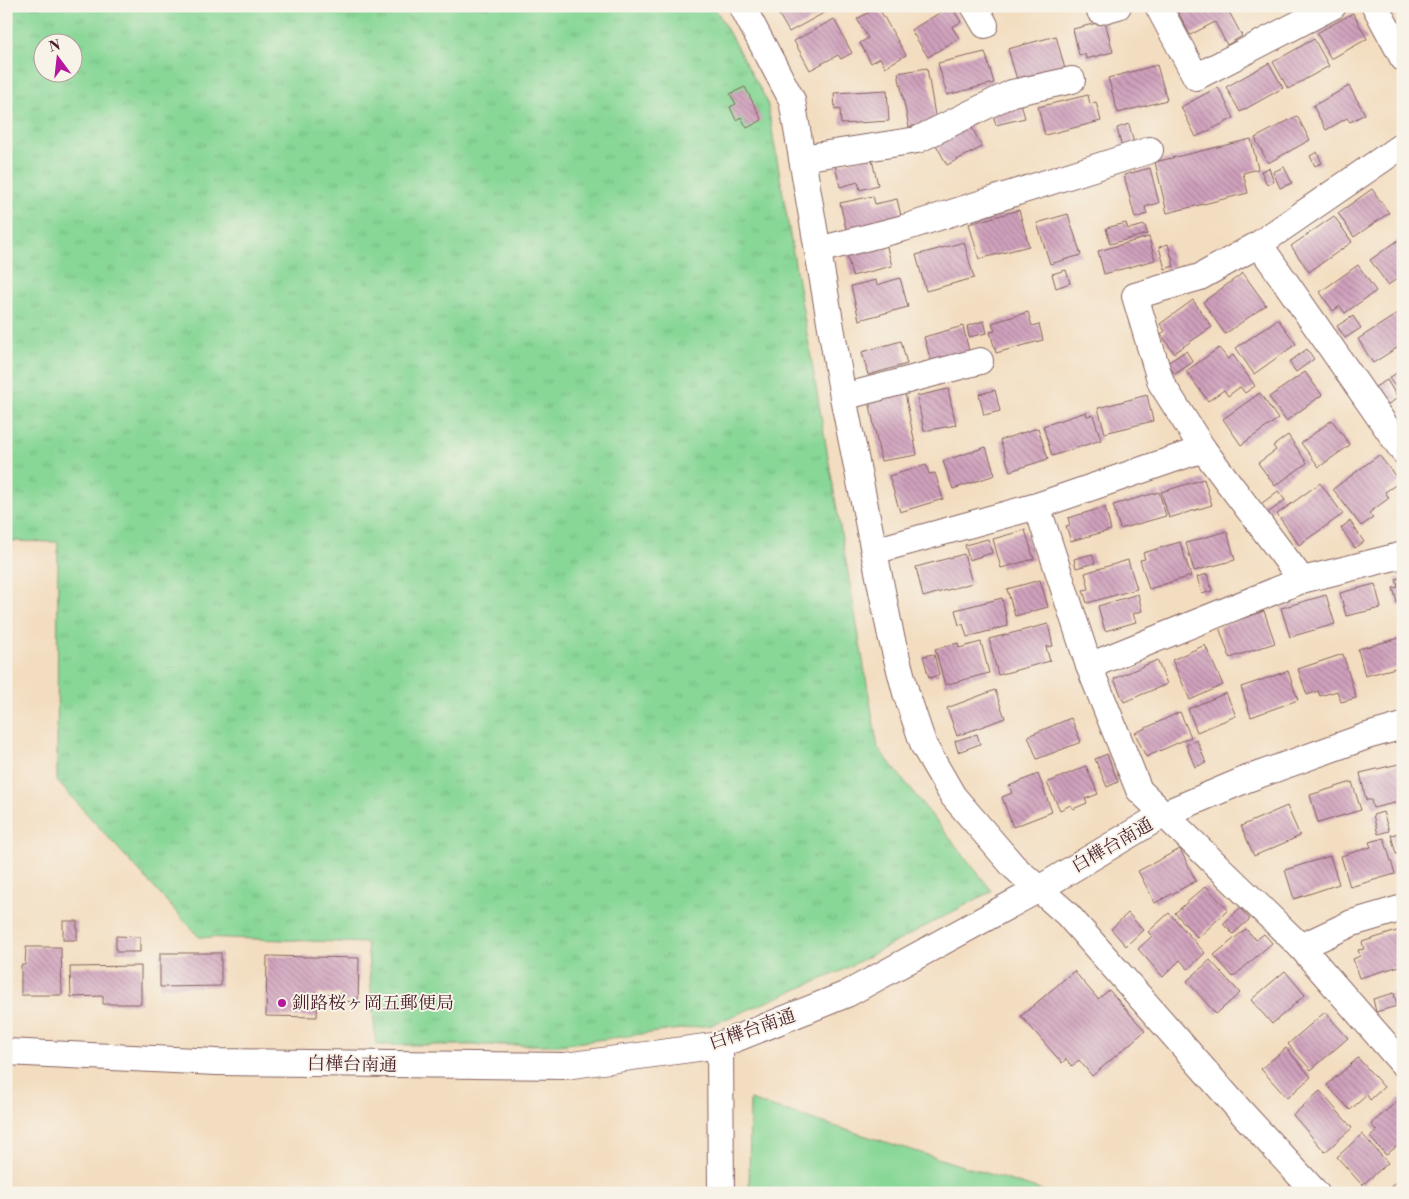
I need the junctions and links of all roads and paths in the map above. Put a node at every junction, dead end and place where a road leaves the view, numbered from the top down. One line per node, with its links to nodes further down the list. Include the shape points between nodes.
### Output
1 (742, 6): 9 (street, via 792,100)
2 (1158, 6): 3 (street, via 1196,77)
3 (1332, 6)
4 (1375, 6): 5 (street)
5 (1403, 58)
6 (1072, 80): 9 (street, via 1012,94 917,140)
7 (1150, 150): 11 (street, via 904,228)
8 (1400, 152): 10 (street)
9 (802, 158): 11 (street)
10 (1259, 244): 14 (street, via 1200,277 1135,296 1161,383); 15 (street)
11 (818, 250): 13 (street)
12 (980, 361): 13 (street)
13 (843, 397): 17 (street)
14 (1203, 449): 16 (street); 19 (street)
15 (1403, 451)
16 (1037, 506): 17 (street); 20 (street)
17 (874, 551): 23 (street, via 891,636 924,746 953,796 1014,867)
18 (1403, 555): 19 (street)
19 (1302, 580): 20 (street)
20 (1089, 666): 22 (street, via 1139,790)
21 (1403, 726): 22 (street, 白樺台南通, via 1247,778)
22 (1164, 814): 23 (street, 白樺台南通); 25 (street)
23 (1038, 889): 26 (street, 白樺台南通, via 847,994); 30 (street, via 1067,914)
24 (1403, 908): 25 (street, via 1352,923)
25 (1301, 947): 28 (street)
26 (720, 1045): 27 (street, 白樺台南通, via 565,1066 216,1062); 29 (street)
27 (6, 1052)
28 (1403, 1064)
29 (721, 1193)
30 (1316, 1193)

※ ※ ※

#### [What is being asked]
Print the whole listing exactly, please, and keep any images out of it.

#### [Completed exercise]
I need the junctions and links of all roads and paths in the map above. Put a node at every junction, dead end and place where a road leaves the view, numbered from the top down. One line per node, with its links to nodes further down the list. Include the shape points between nodes.
### Output
1 (742, 6): 9 (street, via 792,100)
2 (1158, 6): 3 (street, via 1196,77)
3 (1332, 6)
4 (1375, 6): 5 (street)
5 (1403, 58)
6 (1072, 80): 9 (street, via 1012,94 917,140)
7 (1150, 150): 11 (street, via 904,228)
8 (1400, 152): 10 (street)
9 (802, 158): 11 (street)
10 (1259, 244): 14 (street, via 1200,277 1135,296 1161,383); 15 (street)
11 (818, 250): 13 (street)
12 (980, 361): 13 (street)
13 (843, 397): 17 (street)
14 (1203, 449): 16 (street); 19 (street)
15 (1403, 451)
16 (1037, 506): 17 (street); 20 (street)
17 (874, 551): 23 (street, via 891,636 924,746 953,796 1014,867)
18 (1403, 555): 19 (street)
19 (1302, 580): 20 (street)
20 (1089, 666): 22 (street, via 1139,790)
21 (1403, 726): 22 (street, 白樺台南通, via 1247,778)
22 (1164, 814): 23 (street, 白樺台南通); 25 (street)
23 (1038, 889): 26 (street, 白樺台南通, via 847,994); 30 (street, via 1067,914)
24 (1403, 908): 25 (street, via 1352,923)
25 (1301, 947): 28 (street)
26 (720, 1045): 27 (street, 白樺台南通, via 565,1066 216,1062); 29 (street)
27 (6, 1052)
28 (1403, 1064)
29 (721, 1193)
30 (1316, 1193)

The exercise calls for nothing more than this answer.